Folks,

Could Olga be descended from the fabled Amazons?

Dr. Jeannine Davis-Kimball, at the Center for the Study of the Eurasian Nomads, in Berkeley, California, is certain that there existed a race of powerful warrior women, or 'Amazons', in Russia. In 1995, she led excavations which unearthed fifty kurgans (burial mounds) near Pokrovka, Russia; in the Eurasian Steppe, near the border of Kazakstan.

The dig exposed the remains of women who had been buried with weapons and other artifacts and dated to ca. 600 BC. Furthermore, the skeleton of a teen-aged female featured dramatic bowed leg bones which indicated that this individual had spent a good bit of time, and from an early age, astride a horse. There was evidence that this young woman had been killed by an arrow to the chest. It is believed that these skeletons belong to the race known as Scythians.

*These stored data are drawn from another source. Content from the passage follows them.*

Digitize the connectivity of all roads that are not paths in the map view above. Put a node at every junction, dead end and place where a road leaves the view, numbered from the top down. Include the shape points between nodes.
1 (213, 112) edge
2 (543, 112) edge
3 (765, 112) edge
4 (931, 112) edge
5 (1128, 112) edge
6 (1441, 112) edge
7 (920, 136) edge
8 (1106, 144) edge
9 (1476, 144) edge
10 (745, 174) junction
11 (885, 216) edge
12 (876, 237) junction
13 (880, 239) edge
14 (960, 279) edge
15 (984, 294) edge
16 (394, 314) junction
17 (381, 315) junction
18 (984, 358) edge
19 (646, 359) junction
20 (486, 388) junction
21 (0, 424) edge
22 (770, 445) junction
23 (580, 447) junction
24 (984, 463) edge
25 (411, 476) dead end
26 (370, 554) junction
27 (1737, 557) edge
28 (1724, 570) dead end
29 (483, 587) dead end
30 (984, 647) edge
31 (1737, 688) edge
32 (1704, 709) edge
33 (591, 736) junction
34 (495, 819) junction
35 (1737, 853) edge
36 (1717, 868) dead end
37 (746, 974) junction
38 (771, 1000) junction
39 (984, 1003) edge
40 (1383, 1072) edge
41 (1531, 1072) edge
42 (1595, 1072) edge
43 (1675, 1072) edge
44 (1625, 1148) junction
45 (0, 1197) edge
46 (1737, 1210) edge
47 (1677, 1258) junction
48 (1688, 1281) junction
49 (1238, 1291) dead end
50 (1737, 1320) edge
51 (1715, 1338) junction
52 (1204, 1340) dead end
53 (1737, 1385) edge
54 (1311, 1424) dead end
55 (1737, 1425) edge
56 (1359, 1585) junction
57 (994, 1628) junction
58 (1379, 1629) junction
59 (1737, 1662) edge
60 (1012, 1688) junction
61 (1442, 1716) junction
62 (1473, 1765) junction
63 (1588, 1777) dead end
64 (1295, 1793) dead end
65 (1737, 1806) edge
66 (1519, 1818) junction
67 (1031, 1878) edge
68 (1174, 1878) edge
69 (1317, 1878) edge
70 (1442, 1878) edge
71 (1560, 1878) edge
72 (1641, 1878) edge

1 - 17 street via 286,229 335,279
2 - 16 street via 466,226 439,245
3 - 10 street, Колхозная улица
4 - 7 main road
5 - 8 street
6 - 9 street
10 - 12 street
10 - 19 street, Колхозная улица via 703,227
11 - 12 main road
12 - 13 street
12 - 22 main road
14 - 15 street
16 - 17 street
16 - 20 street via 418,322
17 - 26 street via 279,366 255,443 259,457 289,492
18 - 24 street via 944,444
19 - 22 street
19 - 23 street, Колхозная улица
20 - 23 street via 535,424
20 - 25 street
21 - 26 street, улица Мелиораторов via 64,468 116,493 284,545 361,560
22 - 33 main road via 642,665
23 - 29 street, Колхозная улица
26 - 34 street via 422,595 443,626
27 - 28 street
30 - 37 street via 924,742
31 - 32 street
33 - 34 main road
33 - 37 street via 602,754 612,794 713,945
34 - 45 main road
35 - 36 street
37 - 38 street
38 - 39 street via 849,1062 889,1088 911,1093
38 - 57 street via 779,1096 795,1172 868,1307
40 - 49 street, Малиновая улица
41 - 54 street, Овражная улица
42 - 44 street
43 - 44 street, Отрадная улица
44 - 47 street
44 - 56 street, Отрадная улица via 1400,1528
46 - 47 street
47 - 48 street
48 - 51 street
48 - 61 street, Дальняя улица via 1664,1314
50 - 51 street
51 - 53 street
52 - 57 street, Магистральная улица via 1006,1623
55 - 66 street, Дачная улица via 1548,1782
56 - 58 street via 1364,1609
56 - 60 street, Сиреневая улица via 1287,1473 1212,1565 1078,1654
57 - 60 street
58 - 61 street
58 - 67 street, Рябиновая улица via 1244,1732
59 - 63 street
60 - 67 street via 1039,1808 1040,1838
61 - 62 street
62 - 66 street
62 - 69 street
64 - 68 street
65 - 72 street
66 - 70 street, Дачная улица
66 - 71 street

No one really knows the origin of these "Amazons". Legend has it that a group of them escaped from their Greek captors aboard a ship in the Black Sea. They came ashore by the Sea of Azov, warred with and eventually mated with the local Scythians from Colchis (south of the Caucasus). Their children are known as Sauromations; the earliest ancestors of the Sarmatian tribes.

After many months of difficult scholarly work (by other people of course) I have finally come to believe that Olga can probably trace her roots deep into the ancient soils that are today mother Russia. I believe she is a direct descendant of this ancient clan of warrior women. If you can swallo... I mean..accept this, I have some good and bad news.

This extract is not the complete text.